The highest temperature elevation was reached near the surface under direct laser radiation. This temperature was higher than the normal tumor destruction temperature in the directly radiated surface area. Since not all the tumor area reached the maximum temperature, we hypothesize that not all tumor cells were destroyed. However, when laser irradiation was used in combination with immunological stimulation, such as the use of immunoadjuvant, a certain level of tumor cell destruction, although not complete destruction, may be sufficient to induce an immune response. Previous studies^{7, 9} strongly indicate the feasibility of a systemic effect by such combinations. Studies using MRI for tissue temperature determination could provide understanding and guidance to optimize the laser-induced, adjuvant-enhanced host immunity against residual local tumors and metastases at the distant sites.

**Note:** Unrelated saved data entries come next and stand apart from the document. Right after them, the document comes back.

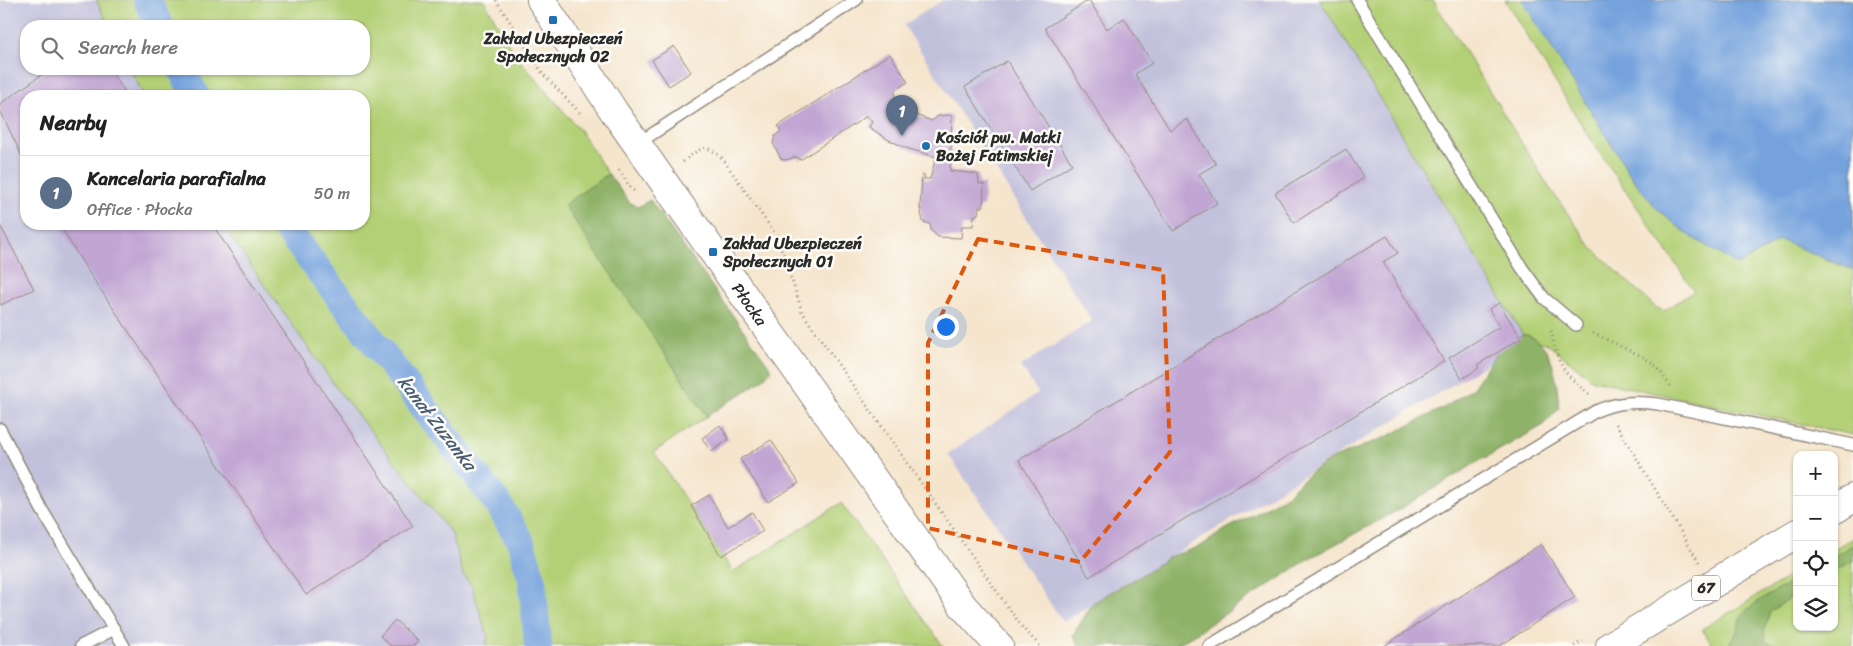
<!DOCTYPE html>
<meta charset="utf-8">
<style>
:root{--surface:#fff;--page:#f2f2f2;--text:#222;--muted:#767676;--line:#e0e0e0;--accent:#0b8043}
body{margin:0;font-family:Sriracha,sans-serif;background:var(--page);color:var(--text)}
.controls{position:absolute;right:15px;bottom:15px;display:grid;overflow:hidden;border-radius:10px;box-shadow:0 1px 4px #0004}
.controls button{width:45px;height:45px;display:grid;place-items:center;padding:0;border:0;border-bottom:1px solid var(--line);background:var(--surface);color:var(--text);font:25px sans-serif}
.you{position:absolute;left:945px;top:326px;width:18px;height:18px;margin:-12px;border:4px solid #fff;border-radius:50%;background:#1a73e8;box-shadow:0 0 0 8px #1a73e833}
.badge{display:grid;place-items:center;width:32px;height:32px;border-radius:50%;background:var(--accent);color:#fff;font-size:16px;font-weight:700}
.pin{position:absolute;translate:-50% -41px;filter:drop-shadow(0 1px 2px #0008)}
.pin::after{content:'';position:absolute;top:26px;width:18px;height:15px;background:inherit;clip-path:polygon(0 0,100% 0,50% 100%)}
.list{margin:0;padding:0;list-style:none}
h2{display:flex;justify-content:space-between;align-items:center;height:65px;margin:0;padding:0 20px;font-size:21px}
h2 small{font-size:16px;font-weight:400;color:var(--muted)}
.list li{display:grid;grid-template-columns:32px 1fr auto;gap:15px;align-items:center;box-sizing:border-box;height:75px;padding:0 20px;border-top:1px solid var(--line)}
.list b{display:block;font-size:19px;white-space:nowrap}
.list p{margin:0;font-size:16px;white-space:nowrap;color:var(--muted)}
.list em{font-size:16px;font-style:normal;color:var(--muted)}
.icon{flex:none;width:28px;height:28px;fill:none;stroke:currentColor;stroke-width:2;stroke-linecap:round;stroke-linejoin:round}
.map{position:relative;flex:none;width:1853px;height:646px;overflow:hidden}
.search{position:absolute;background:var(--surface);box-shadow:0 1px 4px #0004;left:20px;top:20px;width:350px;height:55px;display:flex;align-items:center;gap:12px;box-sizing:border-box;padding:0 18px;border-radius:20px;color:var(--muted);font-size:19px}
.panel{position:absolute;background:var(--surface);box-shadow:0 1px 4px #0004;left:20px;top:90px;width:350px;height:140px;border-radius:20px}
.map>svg:first-child{display:block}
.industrial{fill:#c2c1dc}
.green{fill:#b3d076;stroke:#6f7e50}
.forest{fill:#8eb267;stroke:#5c6e49}
.water{fill:#74a2dd;stroke:#506684}
.lines{fill:none;stroke-linecap:round;stroke-linejoin:round}
.canal{stroke:#74a2dd;stroke-width:28}
.building{fill:#c1a6d3}
.lane-casing{stroke:#90887c;stroke-width:14}
.secondary-casing{stroke:#90887c;stroke-width:30}
.primary-casing{stroke:#90887c;stroke-width:30}
.path{stroke:#90887c;stroke-width:3;stroke-dasharray:1 4;stroke-linecap:butt}
.lane{stroke:#fff;stroke-width:11}
.secondary{stroke:#fff;stroke-width:28}
.primary{stroke:#fff;stroke-width:28}
.marked{fill:none;stroke:#df570e;stroke-width:4;stroke-dasharray:10 6;stroke-linejoin:round}
.poi-dot{fill:#1f6fb2;stroke:#fdfcf7;stroke-width:2}
.labels{text-anchor:middle;stroke-width:5;stroke-linejoin:round;paint-order:stroke}
.shield{fill:#fdfcf7;stroke:#6a6a68;stroke-width:1}
.shield-label{font-size:15px;font-weight:bold;fill:#2b2b2b}
.poi-label{font-size:16px;font-weight:bold;fill:#2b2b2b;stroke:#fdfcf7;text-anchor:start}
.street-label{font-size:16px;fill:#2b2b2b;stroke:#fdfcf7}
.water-label{font-size:18px;font-style:italic;fill:#485b72;stroke:#fdfcf7}
</style>
<div class="map">
<svg width="1853" height="646" viewBox="0 0 1853 646">
<rect width="100%" height="100%" fill="#fdfcf7"/>
<filter id="ink" filterUnits="userSpaceOnUse"><feTurbulence type="fractalNoise" baseFrequency=".02" numOctaves="2"/><feDisplacementMap in="SourceGraphic" scale="10" xChannelSelector="R" yChannelSelector="G"/><feConvolveMatrix kernelMatrix="1 2 1 2 8 2 1 2 1" color-interpolation-filters="sRGB"/></filter>
<filter id="wash" filterUnits="userSpaceOnUse"><feTurbulence type="fractalNoise" baseFrequency=".0096" numOctaves="4" result="noise"/><feDisplacementMap in="SourceGraphic" scale="20" xChannelSelector="R" yChannelSelector="G"/><feGaussianBlur stdDeviation="1.12" result="paint"/><feColorMatrix in="noise" values="0 0 0 0 0 0 0 0 0 0 0 0 0 0 0 0 0 1.4 0 .05"/><feComposite in="paint" operator="in"/></filter>
<g filter="url(#wash)">
<rect width="100%" height="100%" fill="#f5e5cd"/>
<g class="industrial">
<polygon points="0,0 96,0 109,26 26,26 26,69 130,69 144,96 26,96 26,224 222,224 337,389 452,534 463,575 471,584 488,637 486,646 0,646"/>
<polygon points="943,0 1320,0 1526,340 1063,622 948,454 1038,393 1021,366 1092,321 904,25"/>
</g>
<g class="green">
<polygon points="96,0 484,0 515,55 579,129 608,174 565,205 707,416 654,452 733,572 841,503 943,646 486,646 488,637 471,584 463,575 452,534 337,389 222,224 364,224 364,96 144,96 130,69 364,69 364,26 109,26"/>
<polygon points="1320,0 1433,0 1549,187 1592,248 1655,307 1664,311 1694,291 1586,132 1505,0 1853,0 1853,435 1593,380 1546,343 1526,340"/>
<polygon points="1853,538 1853,646 1713,646 1702,629 1797,572 1797,627 1834,627 1834,549"/>
</g>
<g class="forest">
<polygon points="608,174 630,203 638,207 650,200 772,370 761,381 707,416 564,205"/>
<path d="M1523 334C1555 340 1557 383 1559 409L1542 426 1476 463 1400 509 1310 558 1187 639 1172 646H1078L1073 635 1093 603 1113 591 1137 578 1169 557 1201 546 1226 529 1257 513 1288 494 1310 473 1332 459 1388 436 1445 407 1473 388 1498 350Z"/>
<polygon points="1853,545 1853,561 1834,571 1834,556"/>
<path d="M1797 579V593L1770 612 1764 630 1766 642 1778 646H1732L1730 642C1741 631 1736 624 1743 614 1750 604 1785 586 1797 579Z"/>
</g>
<polygon class="water" points="1522,0 1853,0 1853,270 1780,240 1738,265 1687,234 1657,209 1633,179"/>
<g class="lines">
<g class="canal">
<polyline points="147,0 160,26"/>
<polyline points="181,69 196,96"/>
<polyline points="283,224 499,505 520,540 532,579 538,646"/>
</g>
</g>
<g id="blocks">
<g class="building">
<polygon points="1089,0 1107,29 1124,18 1152,63 1135,74 1153,103 1170,130 1187,119 1216,164 1199,174 1217,203 1173,231 1045,28"/>
<polygon points="674,46 691,72 669,86 652,60"/>
<polygon points="890,54 908,82 895,90 895,98 890,101 910,113 932,121 938,116 950,115 952,117 950,171 978,174 979,184 984,184 983,207 979,207 978,214 974,216 973,226 962,226 961,238 938,237 931,230 930,224 923,222 920,207 922,178 922,175 925,176 924,179 930,179 936,157 906,148 887,139 869,127 872,122 867,116 800,160 797,157 785,160 781,159 773,143 775,136 781,131 778,126"/>
<polygon points="1007,61 1072,164 1030,191 965,87"/>
<polygon points="50,69 109,69 128,96 26,96 26,165 0,110 0,104"/>
<polygon points="1346,149 1364,178 1294,223 1275,193"/>
<polygon points="59,224 212,224 413,526 306,595 84,265"/>
<polygon points="0,225 34,289 1,305 0,303"/>
<polygon points="1387,236 1398,253 1383,262 1444,361 1089,577 1019,460"/>
<polygon points="1499,303 1521,338 1477,365 1479,368 1462,379 1449,358 1499,327 1489,309"/>
<polygon points="720,425 729,439 711,452 702,438"/>
<polygon points="771,440 799,483 768,502 740,459"/>
<polygon points="709,495 728,527 752,512 763,531 721,556 691,506"/>
<polygon points="1541,544 1575,597 1500,646 1384,646"/>
<polygon points="395,620 418,641 413,646 391,646 380,636"/>
</g>
</g>
</g>
<g filter="url(#ink)">
<use href="#blocks" fill-opacity="0" stroke="#90887c" stroke-width="1"/>
<g class="lines">
<defs>
<g id="lane">
<polyline points="1357,0 1522,268 1544,298 1576,325"/>
<polyline points="637,144 856,0"/>
<polyline points="0,429 42,510 124,646"/>
<polyline points="81,646 114,629"/>
<path d="M1209 646 1596 411C1617 402 1635 401 1658 404L1853 445"/>
</g>
<g id="secondary">
<path id="s1" d="M541 0 615 113 963 606 999 646"/>
</g>
<g id="primary">
<polyline points="1834,510 1853,498"/>
<polyline points="1610,646 1797,533"/>
</g>
</defs>
<use href="#lane" class="lane-casing"/>
<use href="#secondary" class="secondary-casing"/>
<use href="#primary" class="primary-casing"/>
<g class="path">
<polyline points="496,0 543,74 580,113"/>
<path d="M683 162C698 150 705 141 722 158L778 238 802 311 806 318 1021 626 1040 646"/>
<polyline points="619,170 631,189 636,192"/>
<path d="M1551 331C1558 364 1562 373 1589 394"/>
<polyline points="1593,333 1645,358 1657,367 1672,388"/>
<polyline points="1616,424 1699,562"/>
<polyline points="1574,646 1583,641"/>
</g>
<use href="#lane" class="lane"/>
<use href="#secondary" class="secondary"/>
<use href="#primary" class="primary"/>
</g>
</g>
<path class="marked" d="M978 239 1163 270 1170 452 1080 562 928 528V343Z"/>
<g class="poi-dot">
<rect x="548" y="15" width="10" height="10" rx="2.5"/>
<circle cx="926" cy="146" r="5"/>
<rect x="708" y="247" width="10" height="10" rx="2.5"/>
</g>
<g class="labels">
<rect class="shield" x="1692" y="575.5" width="28" height="25" rx="4"/>
<g class="shield-label">
<text x="1706" y="593">67</text>
</g>
<g class="poi-label">
<text x="553" y="44" text-anchor="middle">Zakład Ubezpieczeń<tspan x="553" dy="18">Społecznych 02</tspan></text>
<text x="936" y="143">Kościół pw. Matki<tspan x="936" dy="18">Bożej Fatimskiej</tspan></text>
<text x="723" y="249">Zakład Ubezpieczeń<tspan x="723" dy="18">Społecznych 01</tspan></text>
</g>
<g class="street-label">
<text dy="6" stroke="none"><textPath href="#s1" startOffset="369">Płocka</textPath></text>
</g>
<g class="water-label">
<text transform="translate(437 423) rotate(52)" y="6">kanał Zuzanka</text>
</g>
</g>
</svg>
<div class="controls">
<button>+</button>
<button>−</button>
<button><svg class="icon" aria-label="locate" viewBox="0 0 24 24"><circle cx="12" cy="12" r="6"/><path d="M12 2v4M12 18v4M2 12h4M18 12h4"/></svg></button>
<button><svg class="icon" aria-label="layers" viewBox="0 0 24 24"><path d="M12 4l9 5-9 5-9-5zM3 14l9 5 9-5"/></svg></button>
</div>
<div class="you"></div>
<div class="pin badge" style="left:902px;top:136px;background:#5c6f8a">1</div>
<div class="search"><svg class="icon" aria-label="search" viewBox="0 0 24 24"><circle cx="10" cy="10" r="6"/><path d="M15 15l6 6"/></svg>Search here</div>
<section class="panel">
<h2>Nearby<small></small></h2>
<ul class="list">
<li><span class="badge" style="background:#5c6f8a">1</span><div><b>Kancelaria parafialna</b><p>Office · Płocka</p></div><em>50 m</em></li>
</ul>
</section>
</div>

ICG has been widely used for thermal enhancement in laser-induced heating.^{27, 28} In a recent study done by Yaseen ,²⁸ ICG is encapsulated with dextran polymer to avoid its molecular instability and to increase biocompatibility and functionality. This shows a promising methodology for laser-induced therapy, especially in rapid circulation and molecular instability situations. In our research, which mainly focuses on the laser-induced immunological response for tumor treatment, direct tumor injection has the advantage of simplicity and a long ICG tissue retention time. Both studies show similar temperature elevation measured by thermocouple or MRI in the phantom gel under.

In summary, we demonstrated that the PRF method was an effective method for tissue temperature determination during noninvasive laser photothermal irradiation. Future experiments will focus on the selection of laser parameters and suitable dosages to achieve optimum immunological effects using laser immunotherapy under the guidance of magnetic resonance imaging.